#### ASSIGNMENT:
Every entry, start to finish, should be printed verbatim without pictures.

-.-.-

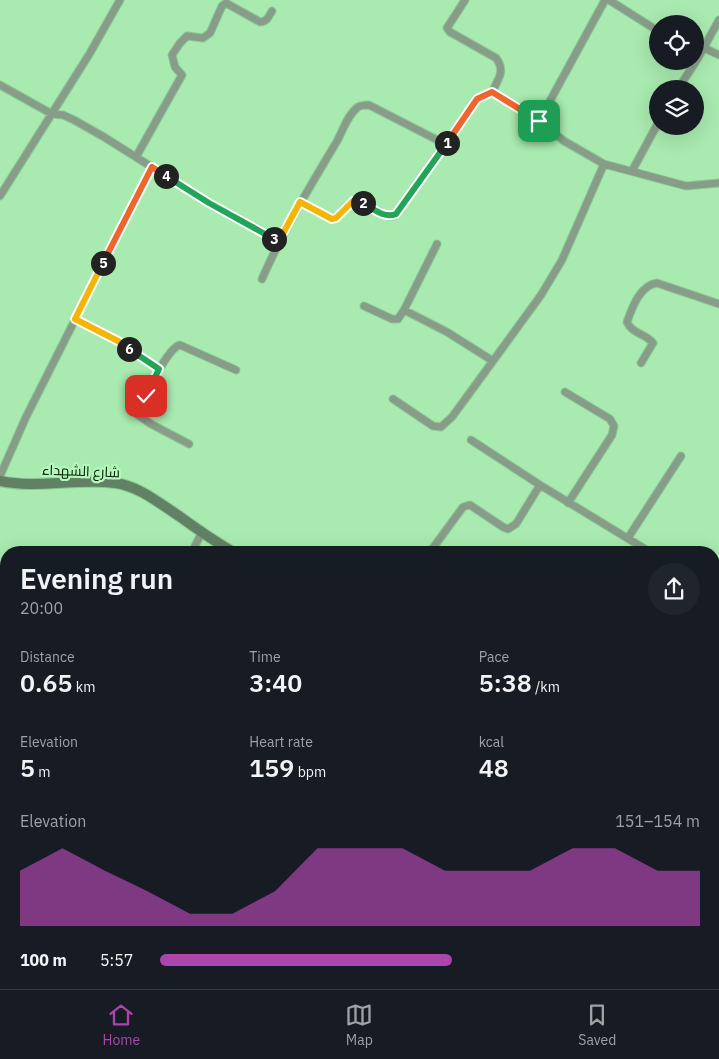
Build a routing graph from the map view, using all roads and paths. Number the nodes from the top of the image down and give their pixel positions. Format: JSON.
{"nodes":[{"id":1,"x":120,"y":0,"type":"edge"},
{"id":2,"x":465,"y":0,"type":"edge"},
{"id":3,"x":607,"y":0,"type":"edge"},
{"id":4,"x":272,"y":10,"type":"dead end"},
{"id":5,"x":719,"y":20,"type":"edge"},
{"id":6,"x":649,"y":26,"type":"edge"},
{"id":7,"x":704,"y":48,"type":"joint"},
{"id":8,"x":719,"y":55,"type":"edge"},
{"id":9,"x":0,"y":85,"type":"edge"},
{"id":10,"x":492,"y":92,"type":"junction"},
{"id":11,"x":52,"y":114,"type":"junction"},
{"id":12,"x":539,"y":121,"type":"junction"},
{"id":13,"x":652,"y":135,"type":"edge"},
{"id":14,"x":446,"y":144,"type":"junction"},
{"id":15,"x":136,"y":157,"type":"junction"},
{"id":16,"x":604,"y":164,"type":"junction"},
{"id":17,"x":152,"y":167,"type":"junction"},
{"id":18,"x":632,"y":171,"type":"junction"},
{"id":19,"x":719,"y":184,"type":"edge"},
{"id":20,"x":0,"y":196,"type":"edge"},
{"id":21,"x":300,"y":202,"type":"junction"},
{"id":22,"x":279,"y":241,"type":"junction"},
{"id":23,"x":437,"y":244,"type":"dead end"},
{"id":24,"x":262,"y":279,"type":"dead end"},
{"id":25,"x":719,"y":304,"type":"edge"},
{"id":26,"x":364,"y":306,"type":"dead end"},
{"id":27,"x":404,"y":310,"type":"junction"},
{"id":28,"x":75,"y":319,"type":"junction"},
{"id":29,"x":493,"y":362,"type":"junction"},
{"id":30,"x":641,"y":364,"type":"dead end"},
{"id":31,"x":159,"y":369,"type":"junction"},
{"id":32,"x":236,"y":370,"type":"dead end"},
{"id":33,"x":565,"y":392,"type":"dead end"},
{"id":34,"x":393,"y":399,"type":"dead end"},
{"id":35,"x":471,"y":440,"type":"dead end"},
{"id":36,"x":189,"y":444,"type":"dead end"},
{"id":37,"x":680,"y":456,"type":"dead end"},
{"id":38,"x":0,"y":476,"type":"edge"},
{"id":39,"x":0,"y":481,"type":"edge"},
{"id":40,"x":540,"y":485,"type":"junction"},
{"id":41,"x":568,"y":502,"type":"junction"},
{"id":42,"x":202,"y":532,"type":"junction"},
{"id":43,"x":628,"y":538,"type":"junction"},
{"id":44,"x":195,"y":546,"type":"edge"},
{"id":45,"x":224,"y":546,"type":"edge"},
{"id":46,"x":434,"y":546,"type":"edge"},
{"id":47,"x":641,"y":546,"type":"edge"}],
"edges":[{"from":1,"to":11,"type":"street"},
{"from":2,"to":10,"type":"street"},
{"from":3,"to":6,"type":"street"},
{"from":3,"to":12,"type":"street"},
{"from":4,"to":15,"type":"street"},
{"from":5,"to":7,"type":"street"},
{"from":7,"to":8,"type":"street"},
{"from":9,"to":11,"type":"street"},
{"from":10,"to":12,"type":"street"},
{"from":10,"to":14,"type":"street"},
{"from":11,"to":15,"type":"street"},
{"from":11,"to":20,"type":"street"},
{"from":12,"to":16,"type":"street"},
{"from":13,"to":18,"type":"street"},
{"from":14,"to":21,"type":"street"},
{"from":14,"to":21,"type":"street"},
{"from":15,"to":17,"type":"street"},
{"from":16,"to":18,"type":"street"},
{"from":16,"to":29,"type":"street"},
{"from":17,"to":22,"type":"street"},
{"from":17,"to":28,"type":"street"},
{"from":18,"to":19,"type":"street"},
{"from":21,"to":22,"type":"street"},
{"from":22,"to":24,"type":"street"},
{"from":23,"to":27,"type":"street"},
{"from":25,"to":30,"type":"street"},
{"from":26,"to":27,"type":"street"},
{"from":27,"to":29,"type":"street"},
{"from":28,"to":31,"type":"street"},
{"from":28,"to":38,"type":"street"},
{"from":29,"to":34,"type":"street"},
{"from":31,"to":32,"type":"street"},
{"from":31,"to":36,"type":"street"},
{"from":33,"to":41,"type":"street"},
{"from":35,"to":40,"type":"street"},
{"from":37,"to":43,"type":"street"},
{"from":39,"to":42,"type":"street","name":"شارع الشهداء"},
{"from":40,"to":41,"type":"street"},
{"from":40,"to":46,"type":"street"},
{"from":41,"to":43,"type":"street"},
{"from":42,"to":44,"type":"street"},
{"from":42,"to":45,"type":"street","name":"شارع الشهداء"},
{"from":43,"to":47,"type":"street"}]}
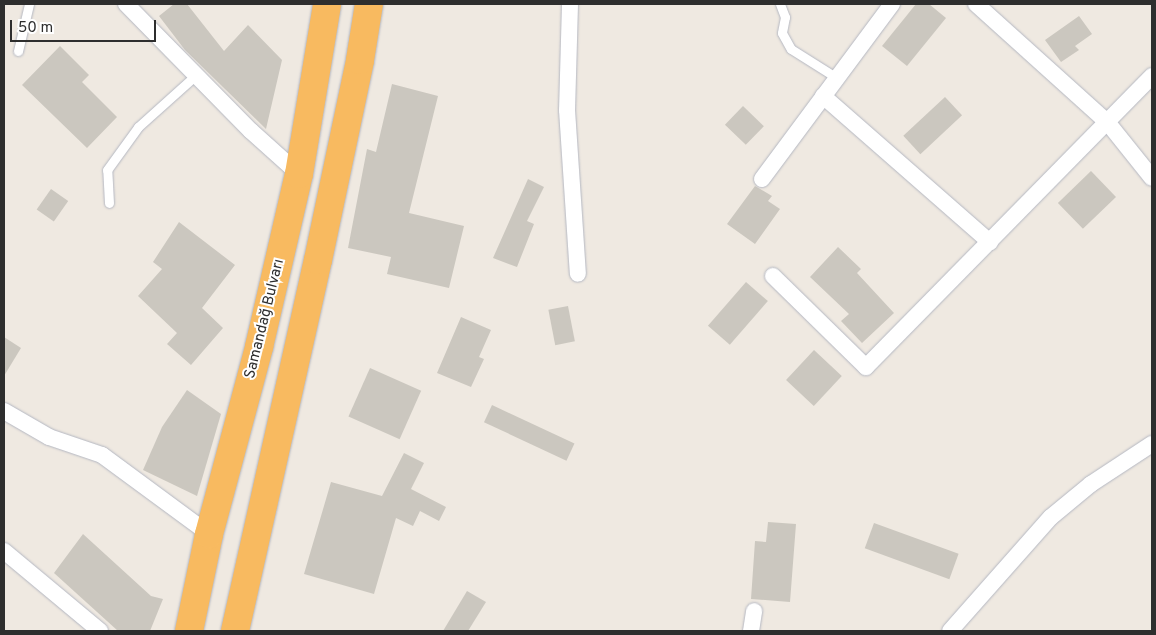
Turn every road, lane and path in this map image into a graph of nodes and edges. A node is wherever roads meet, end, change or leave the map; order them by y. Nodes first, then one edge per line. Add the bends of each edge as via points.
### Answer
1 (29, 4) edge
2 (126, 4) edge
3 (327, 4) edge
4 (369, 4) edge
5 (570, 4) edge
6 (780, 4) edge
7 (892, 4) edge
8 (976, 4) edge
9 (18, 51) dead end
10 (196, 75) junction
11 (1152, 76) edge
12 (837, 78) junction
13 (823, 96) junction
14 (1108, 123) junction
15 (299, 174) junction
16 (1152, 178) edge
17 (762, 179) dead end
18 (109, 203) dead end
19 (990, 242) junction
20 (578, 274) dead end
21 (773, 276) dead end
22 (4, 411) edge
23 (1152, 444) edge
24 (209, 534) junction
25 (4, 552) edge
26 (754, 611) dead end
27 (100, 631) edge
28 (189, 631) edge
29 (236, 631) edge
30 (751, 631) edge
31 (950, 631) edge

1 - 9 lane
2 - 10 street
3 - 15 highway, Samandağ Bulvarı
4 - 29 highway via 318,260
5 - 20 street via 568,110
6 - 12 lane via 785,17 782,33 792,49
7 - 12 street
8 - 14 street
10 - 15 street
10 - 18 lane via 138,127 107,170
11 - 14 street
12 - 13 street
13 - 17 street
13 - 19 street
14 - 16 street
14 - 19 street
15 - 24 highway, Samandağ Bulvarı via 260,346
19 - 21 street via 866,367
22 - 24 street via 48,437 102,455
23 - 31 street via 1091,484 1050,517
24 - 28 highway, Samandağ Bulvarı
25 - 27 street
26 - 30 street

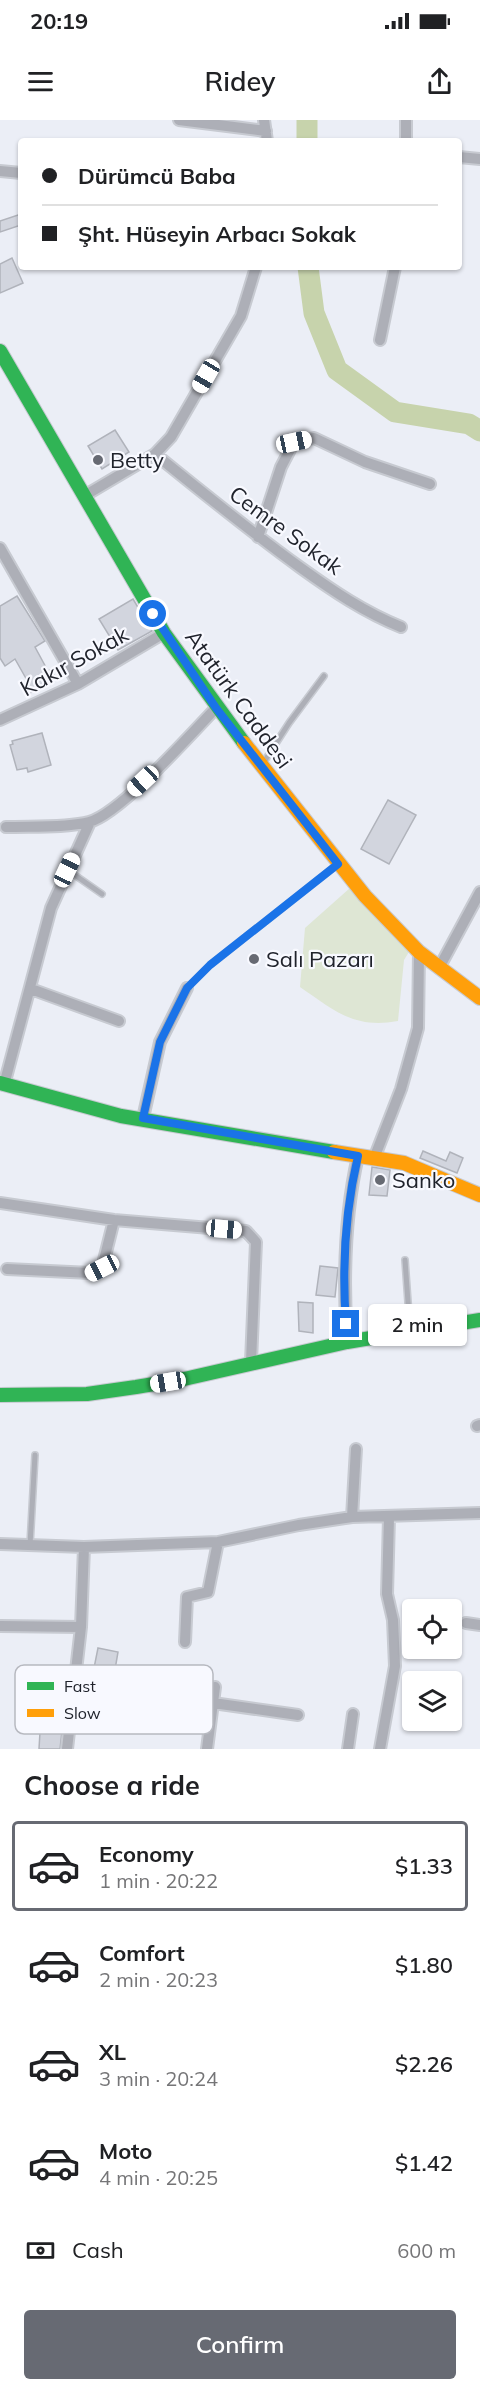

-.-.-

#### SOLUTION:
Build a routing graph from the map view, using all roads and paths. Number the nodes from the top of the image down and give their pixel positions. Format: JSON.
{"nodes":[{"id":1,"x":120,"y":0,"type":"edge"},
{"id":2,"x":465,"y":0,"type":"edge"},
{"id":3,"x":607,"y":0,"type":"edge"},
{"id":4,"x":272,"y":10,"type":"dead end"},
{"id":5,"x":719,"y":20,"type":"edge"},
{"id":6,"x":649,"y":26,"type":"edge"},
{"id":7,"x":704,"y":48,"type":"joint"},
{"id":8,"x":719,"y":55,"type":"edge"},
{"id":9,"x":0,"y":85,"type":"edge"},
{"id":10,"x":492,"y":92,"type":"junction"},
{"id":11,"x":52,"y":114,"type":"junction"},
{"id":12,"x":539,"y":121,"type":"junction"},
{"id":13,"x":652,"y":135,"type":"edge"},
{"id":14,"x":446,"y":144,"type":"junction"},
{"id":15,"x":136,"y":157,"type":"junction"},
{"id":16,"x":604,"y":164,"type":"junction"},
{"id":17,"x":152,"y":167,"type":"junction"},
{"id":18,"x":632,"y":171,"type":"junction"},
{"id":19,"x":719,"y":184,"type":"edge"},
{"id":20,"x":0,"y":196,"type":"edge"},
{"id":21,"x":300,"y":202,"type":"junction"},
{"id":22,"x":279,"y":241,"type":"junction"},
{"id":23,"x":437,"y":244,"type":"dead end"},
{"id":24,"x":262,"y":279,"type":"dead end"},
{"id":25,"x":719,"y":304,"type":"edge"},
{"id":26,"x":364,"y":306,"type":"dead end"},
{"id":27,"x":404,"y":310,"type":"junction"},
{"id":28,"x":75,"y":319,"type":"junction"},
{"id":29,"x":493,"y":362,"type":"junction"},
{"id":30,"x":641,"y":364,"type":"dead end"},
{"id":31,"x":159,"y":369,"type":"junction"},
{"id":32,"x":236,"y":370,"type":"dead end"},
{"id":33,"x":565,"y":392,"type":"dead end"},
{"id":34,"x":393,"y":399,"type":"dead end"},
{"id":35,"x":471,"y":440,"type":"dead end"},
{"id":36,"x":189,"y":444,"type":"dead end"},
{"id":37,"x":680,"y":456,"type":"dead end"},
{"id":38,"x":0,"y":476,"type":"edge"},
{"id":39,"x":0,"y":481,"type":"edge"},
{"id":40,"x":540,"y":485,"type":"junction"},
{"id":41,"x":568,"y":502,"type":"junction"},
{"id":42,"x":202,"y":532,"type":"junction"},
{"id":43,"x":628,"y":538,"type":"junction"},
{"id":44,"x":195,"y":546,"type":"edge"},
{"id":45,"x":224,"y":546,"type":"edge"},
{"id":46,"x":434,"y":546,"type":"edge"},
{"id":47,"x":641,"y":546,"type":"edge"}],
"edges":[{"from":1,"to":11,"type":"street"},
{"from":2,"to":10,"type":"street"},
{"from":3,"to":6,"type":"street"},
{"from":3,"to":12,"type":"street"},
{"from":4,"to":15,"type":"street"},
{"from":5,"to":7,"type":"street"},
{"from":7,"to":8,"type":"street"},
{"from":9,"to":11,"type":"street"},
{"from":10,"to":12,"type":"street"},
{"from":10,"to":14,"type":"street"},
{"from":11,"to":15,"type":"street"},
{"from":11,"to":20,"type":"street"},
{"from":12,"to":16,"type":"street"},
{"from":13,"to":18,"type":"street"},
{"from":14,"to":21,"type":"street"},
{"from":14,"to":21,"type":"street"},
{"from":15,"to":17,"type":"street"},
{"from":16,"to":18,"type":"street"},
{"from":16,"to":29,"type":"street"},
{"from":17,"to":22,"type":"street"},
{"from":17,"to":28,"type":"street"},
{"from":18,"to":19,"type":"street"},
{"from":21,"to":22,"type":"street"},
{"from":22,"to":24,"type":"street"},
{"from":23,"to":27,"type":"street"},
{"from":25,"to":30,"type":"street"},
{"from":26,"to":27,"type":"street"},
{"from":27,"to":29,"type":"street"},
{"from":28,"to":31,"type":"street"},
{"from":28,"to":38,"type":"street"},
{"from":29,"to":34,"type":"street"},
{"from":31,"to":32,"type":"street"},
{"from":31,"to":36,"type":"street"},
{"from":33,"to":41,"type":"street"},
{"from":35,"to":40,"type":"street"},
{"from":37,"to":43,"type":"street"},
{"from":39,"to":42,"type":"street","name":"شارع الشهداء"},
{"from":40,"to":41,"type":"street"},
{"from":40,"to":46,"type":"street"},
{"from":41,"to":43,"type":"street"},
{"from":42,"to":44,"type":"street"},
{"from":42,"to":45,"type":"street","name":"شارع الشهداء"},
{"from":43,"to":47,"type":"street"}]}
Turn every road, lane and path in this map image into a graph of nodes and edges. A node is wherever roads meet, end, change or leave the map; order them by y. Nodes first, then one edge per line. Add the bends of each edge as via points.
### Answer
1 (29, 4) edge
2 (126, 4) edge
3 (327, 4) edge
4 (369, 4) edge
5 (570, 4) edge
6 (780, 4) edge
7 (892, 4) edge
8 (976, 4) edge
9 (18, 51) dead end
10 (196, 75) junction
11 (1152, 76) edge
12 (837, 78) junction
13 (823, 96) junction
14 (1108, 123) junction
15 (299, 174) junction
16 (1152, 178) edge
17 (762, 179) dead end
18 (109, 203) dead end
19 (990, 242) junction
20 (578, 274) dead end
21 (773, 276) dead end
22 (4, 411) edge
23 (1152, 444) edge
24 (209, 534) junction
25 (4, 552) edge
26 (754, 611) dead end
27 (100, 631) edge
28 (189, 631) edge
29 (236, 631) edge
30 (751, 631) edge
31 (950, 631) edge

1 - 9 lane
2 - 10 street
3 - 15 highway, Samandağ Bulvarı
4 - 29 highway via 318,260
5 - 20 street via 568,110
6 - 12 lane via 785,17 782,33 792,49
7 - 12 street
8 - 14 street
10 - 15 street
10 - 18 lane via 138,127 107,170
11 - 14 street
12 - 13 street
13 - 17 street
13 - 19 street
14 - 16 street
14 - 19 street
15 - 24 highway, Samandağ Bulvarı via 260,346
19 - 21 street via 866,367
22 - 24 street via 48,437 102,455
23 - 31 street via 1091,484 1050,517
24 - 28 highway, Samandağ Bulvarı
25 - 27 street
26 - 30 street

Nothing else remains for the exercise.